Paralysis in the face of crisis

My life is currently filled to the brim with doctor visits and appointments and paranoia and the occasional urge to beat my head against the wall. Of course, more frequently I'd rather beat other people's head through walls. I'm not actually a masochist after all.

I have the strangest flare ups in my stupid Borderline.

And I do mean strangest.

Like today, I wanted nothing more then to stay at home all day, hidden away from the world so I could just learn to breathe again.

After all, some days I just forget how to function. Today was one of those days. I call them 'reset' days. Because I take the time to just do little nothings that allow me a sort of meditation because I'm busy while I focus on my breathing. It's actually very calming. (You should try it some time.)

I'm very paranoid right now. I'm not sure if it's my intuition ringing a bell, or if I'm just very seriously paranoid. Sometimes it takes me a few days to tell me which is which.

In fact, I'm not sure if my intuition is related to my BPD. Because I have an UNCANNY ability to have dreams or nigglings in my mind when something isn't right with someone in my life. When someone is lying to me, or has...intentions that are less then stellar or fair for me.

But occasionally it's just the BPD paranoia. Sometimes it's just me not trusting people. Often, I don't trust people that aren't counted among my closest friends. Of course, I've never been given a real reason to trust humanity.

Why should I?

They have mocked me, they have terrorized me, they have abused me, beaten me down. They have slandered my name, and shown me an encompassing amount of disrespect. So to be fair, my paranoia isn't entirely based in fancy.

And to be fair the more time I spend contemplating what's going on in my life, the more I realize that I've almost always had reason to be paranoid.

I've reacted harshly, to be sure.
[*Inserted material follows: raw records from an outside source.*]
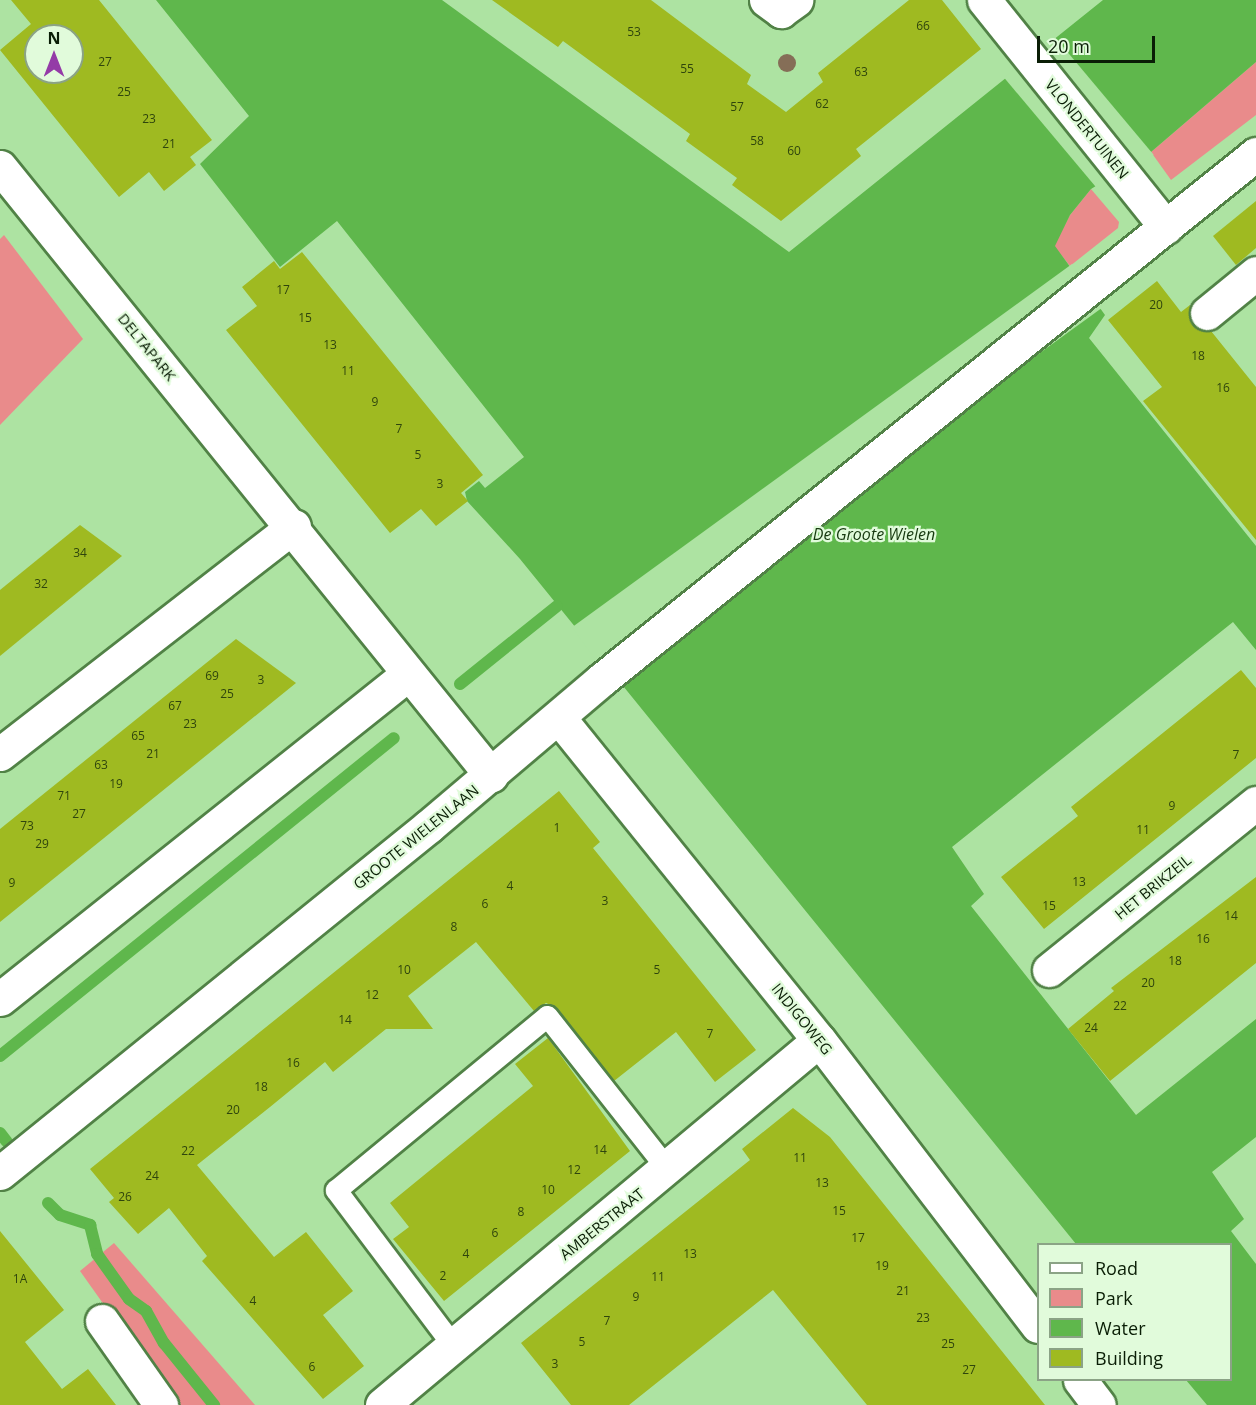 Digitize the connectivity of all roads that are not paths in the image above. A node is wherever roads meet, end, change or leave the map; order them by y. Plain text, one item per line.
1 (766, 0) edge
2 (796, 0) edge
3 (984, 0) edge
4 (1256, 154) edge
5 (0, 167) edge
6 (1166, 227) junction
7 (1256, 273) edge
8 (1208, 313) dead end
9 (294, 526) junction
10 (408, 674) junction
11 (559, 718) junction
12 (0, 754) edge
13 (491, 775) junction
14 (1256, 803) edge
15 (1049, 970) dead end
16 (0, 999) edge
17 (819, 1040) junction
18 (668, 1170) junction
19 (0, 1173) edge
20 (102, 1321) dead end
21 (1037, 1325) edge
22 (452, 1344) junction
23 (1081, 1381) edge
24 (161, 1405) edge
25 (382, 1405) edge
26 (1099, 1405) edge

1 - 2 street
3 - 6 street, VLONDERTUINEN
4 - 6 street
5 - 9 street, DELTAPARK
6 - 11 street
7 - 8 street
9 - 10 street, DELTAPARK
9 - 12 street
10 - 13 street, GROOTE WIELENLAAN
10 - 16 street
11 - 13 street
11 - 17 street, INDIGOWEG
13 - 19 street, GROOTE WIELENLAAN
14 - 15 street, HET BRIKZEIL
17 - 18 street, AMBERSTRAAT
17 - 21 street, INDIGOWEG
18 - 22 street, AMBERSTRAAT
18 - 22 lane
20 - 24 street
22 - 25 street, AMBERSTRAAT
23 - 26 street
But not always because I was wrong, sometimes it was simply because the emotions were a suckerpunch.

Sometimes, as a Borderliner, if I'm expecting the emotions I can do soemthiing about it. But if I'm taken by surprise, if I'm slapped in the face, so to speak, I can't get a hand on the reins of my emotions.

I think of them, sometimes, as a living thing. Something that is part of me, but still separate because I can't always control them.
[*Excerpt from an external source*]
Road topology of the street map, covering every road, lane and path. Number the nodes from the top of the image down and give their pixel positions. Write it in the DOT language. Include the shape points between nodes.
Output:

And I know, I've heard it a million times: OF COURSE YOU CAN CONTROL YOUR EMOTIONS! :D

....No.

That's the thing!

"Borderline individuals are the psychological equivalent of third-degree-burn patients. They simply have, so to speak, no emotional skin. Even the slightest touch or movement can create immense suffering."

So my psyche has third degree burns. I have no emotional skin. No protection.

The slightest bump, the tiniest jostling is the equivalent of stabbing someone emotionally.

How the hell do I control that, when it hurts so bad, and all I can do is lash out because it's the only logical (yeah you heard me, logical) reaction to that sort of pain.

It's not fair. Not to you, not to me. Not to anyone. It's not fair to me that you can hurt me with the littlest upset. It's not fair to you that when it hurts me, I lash out. It's a painful process, and one that I try so hard to keep control over.

Just please, understand me.

I don't ask to be pardoned- just forgiven. I don't ask to be right- just understood. I don't ask to be loved- just respected. I don't ask to be coddled- just for some care in your handling of me. I don't ask to be protected- just to have a safety net.